Sample Term Paper
A graduate of engineering physics from the Cornell University and a former technical writer for the aerospace and defense corporation Boeing, Thomas Pynchon has an incredibly wide ranging and detailed knowledge of science, technology and technological issues which are incorporated into his fictional novels (Krafft).
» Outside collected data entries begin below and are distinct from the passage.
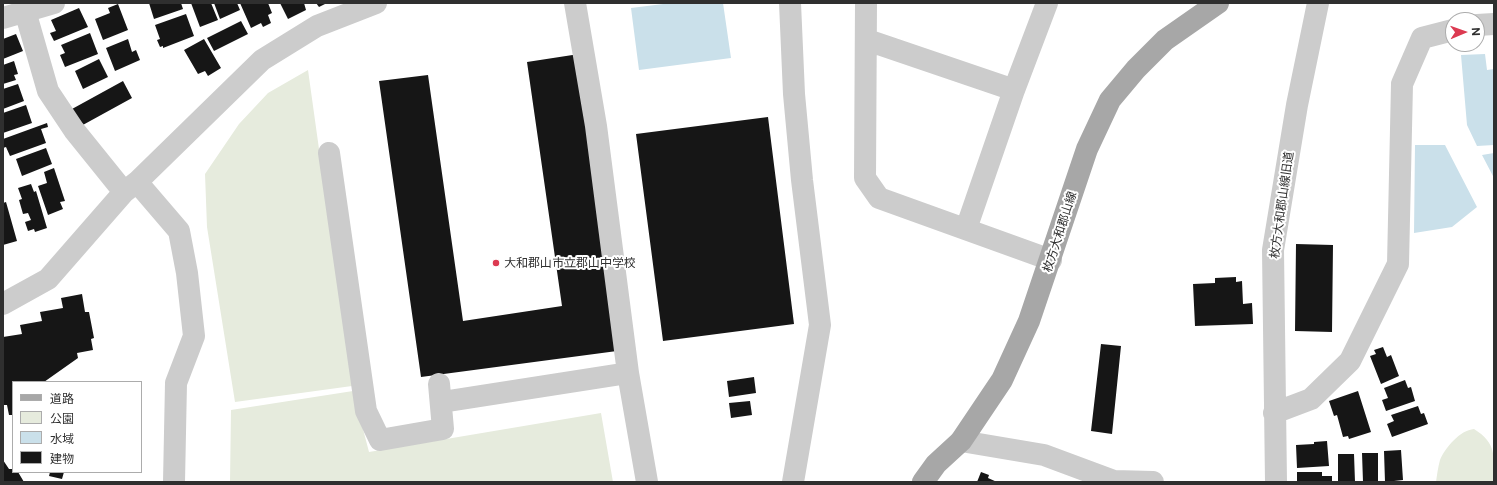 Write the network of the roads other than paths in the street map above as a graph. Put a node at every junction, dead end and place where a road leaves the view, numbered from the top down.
1 (54, 3) edge
2 (376, 3) edge
3 (575, 3) edge
4 (790, 3) edge
5 (866, 3) edge
6 (1047, 3) edge
7 (1217, 3) edge
8 (1318, 3) edge
9 (24, 11) junction
10 (3, 18) edge
11 (1445, 32) edge
12 (866, 40) junction
13 (1014, 90) junction
14 (329, 153) dead end
15 (131, 187) junction
16 (966, 229) junction
17 (1051, 260) junction
18 (3, 304) edge
19 (628, 374) junction
20 (1274, 413) junction
21 (961, 440) junction
22 (174, 482) edge
23 (647, 482) edge
24 (793, 482) edge
25 (923, 482) edge
26 (1153, 482) edge
27 (1276, 482) edge

1 - 9 street
2 - 15 street
3 - 19 street
4 - 24 street
5 - 12 street
6 - 13 street
7 - 17 main road, 枚方大和郡山線
8 - 20 street, 枚方大和郡山線旧道
9 - 10 street
9 - 15 street
11 - 20 street
12 - 13 street
12 - 16 street
13 - 16 street
14 - 19 street
15 - 18 street
15 - 22 street
16 - 17 street
17 - 21 main road, 枚方大和郡山線
19 - 23 street
20 - 27 street, 枚方大和郡山線旧道
21 - 25 main road, 枚方大和郡山線
21 - 26 street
One of the technophobic theories of human-technology interaction describe modern technology as sinister tools of mind control, especially with the rise of modern communication technology and the rise of the mass media. According to this theory mass-media represents a threat to the individualist culture of the United States. According to the proponents of this theory, the ubiquity of the mass-media threatens the ability of people to think for themselves and is subsuming people’s individual identities and opinions and creating brainless drones all connected to the ‘hive mind’ (Brosnan). This particular form of technophobia has had several manifestations in popular culture; one obvious example of this is ‘The Borg’ in the Star Trek series, a super-collective consisting of multiple intelligent species whose members have been forcibly assimilated into the Borg hive mind. This idea has reared its head in ‘The Crying of Lot 49’ as well. In the book, the use of the drug LSD causes the loss of the distinction between ‘self’ and ‘other’. The insane Dr. Hilarius refuses to take the drug, preferring instead to remain in the state of paranoia where “at least I know who I am and who the others are” (Pynchon, Crying). Mucho, on the other hand, has been taking the drug in Oedipa’s absence. She finds that much of his personality has ‘dissipated’ and now he is ‘an antenna’ one of million sharing his personality with others. In reference to the Beetles song ‘She Loves You’, a ‘dissipated’ Mucho has this to say:
“. . . .When those kids sing about ‘She loves you,” yeah well, you know, she does, she’s any number of people, all over the world, back through time, different colors, sizes, ages, shapes, distances from death, but she loves. And the ‘you’ is everybody. And herself. Oedipa, the human voice, you know, it’s a flipping miracle.(Pynchon, Crying)”
Mucho’s program director at the radio stations describes his altered state in this way:
“He’s losing his identity…how else can I put it? Day by day, Wendell is less himself and more generic. He enters a staff meeting and the room is suddenly full of people, you know? He’s a walking assembly of man (Pynchon, Crying)”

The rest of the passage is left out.